What she did not know about the profession early on was how to deal with people.
"As I've advanced in my career I work less and less with plants and more and more with personnel issues, motivating the crews, and communication," says Newell, the associate director of facilities management at Arizona State University in Tempe.
During her 40 years in the profession - 28 at her alma mater and the last 12 at Arizona State - Newell accumulated the communication skills she needed to help move up in the profession. We discuss her career moves in this month’s Management Track podcast.
Ellen Newell
Associate Director of Facilities Maintenance
Arizona State University - Tempe
Question: When and where did you begin your career in maintenance and engineering management?
Answer: I started working at Utah State University a few days before I graduated with a BS in Horticulture.
Question: What credentials, certifications, licenses or other professional designations have you earned?
Answer: I am a Certified Grounds Manager from the Professional Grounds Management Society. I also completed APPA's Institute for Facilities Management and have one segment left in the APPA's Leadership Academy.
Question: Do you see more opportunities for women in the field of maintenance and engineering management?
Answer: Yes, here where I work at Arizona State University (ASU), we have a number of women working in the shops and as project managers. My last boss, an Executive Director for Facilities Management who just retired, is a woman.

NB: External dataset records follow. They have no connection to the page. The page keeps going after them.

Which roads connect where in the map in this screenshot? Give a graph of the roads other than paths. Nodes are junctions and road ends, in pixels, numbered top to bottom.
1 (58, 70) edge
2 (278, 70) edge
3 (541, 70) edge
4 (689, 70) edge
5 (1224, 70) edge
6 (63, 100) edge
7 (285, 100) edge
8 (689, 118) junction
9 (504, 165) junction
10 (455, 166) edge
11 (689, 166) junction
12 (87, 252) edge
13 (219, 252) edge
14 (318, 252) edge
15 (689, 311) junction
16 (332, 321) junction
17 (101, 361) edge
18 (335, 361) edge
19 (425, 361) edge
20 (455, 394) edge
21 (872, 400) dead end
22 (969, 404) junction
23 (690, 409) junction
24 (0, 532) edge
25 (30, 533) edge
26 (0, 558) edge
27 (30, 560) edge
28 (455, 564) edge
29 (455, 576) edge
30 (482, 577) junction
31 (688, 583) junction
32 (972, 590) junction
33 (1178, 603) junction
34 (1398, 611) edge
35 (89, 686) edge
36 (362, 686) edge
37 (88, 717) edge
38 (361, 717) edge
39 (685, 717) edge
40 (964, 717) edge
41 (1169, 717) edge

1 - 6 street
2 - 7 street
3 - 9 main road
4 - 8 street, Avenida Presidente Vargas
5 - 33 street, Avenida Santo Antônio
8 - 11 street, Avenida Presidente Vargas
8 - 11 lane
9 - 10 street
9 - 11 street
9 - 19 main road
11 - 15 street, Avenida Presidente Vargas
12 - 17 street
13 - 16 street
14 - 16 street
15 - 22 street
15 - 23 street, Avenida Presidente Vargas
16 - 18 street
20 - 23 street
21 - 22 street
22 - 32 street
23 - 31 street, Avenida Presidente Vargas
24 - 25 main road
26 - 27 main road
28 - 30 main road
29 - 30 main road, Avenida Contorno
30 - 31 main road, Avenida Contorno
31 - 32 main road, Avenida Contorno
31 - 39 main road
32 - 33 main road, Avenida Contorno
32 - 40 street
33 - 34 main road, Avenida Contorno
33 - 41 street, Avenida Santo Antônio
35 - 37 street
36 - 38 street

Question: Were there any challenges you faced while moving up in the profession?
Answer: Not really. I feel because I started as an hourly employee and worked up through the ranks performing all the same tasks as the men on the crews and had a college degree, I was viewed as totally qualified and never felt discriminated against.
Question: What is the most rewarding part of your job?
Answer: I really like plants and landscape maintenance, so I love it when the grounds are looking great as a result of the crew’s efforts. I am also proud of our sustainability efforts including our campus harvest, green waste/compost, and B99 programs.
Question: What is the most challenging?
Answer: The speed at which ASU moves - we now have more 70,000 students on campus. We also have lots of construction, difficulties hiring from a very small applicant pool, low wages and stagnant budgets, and still keeping the grounds looking great in spite of everything going on around and on them.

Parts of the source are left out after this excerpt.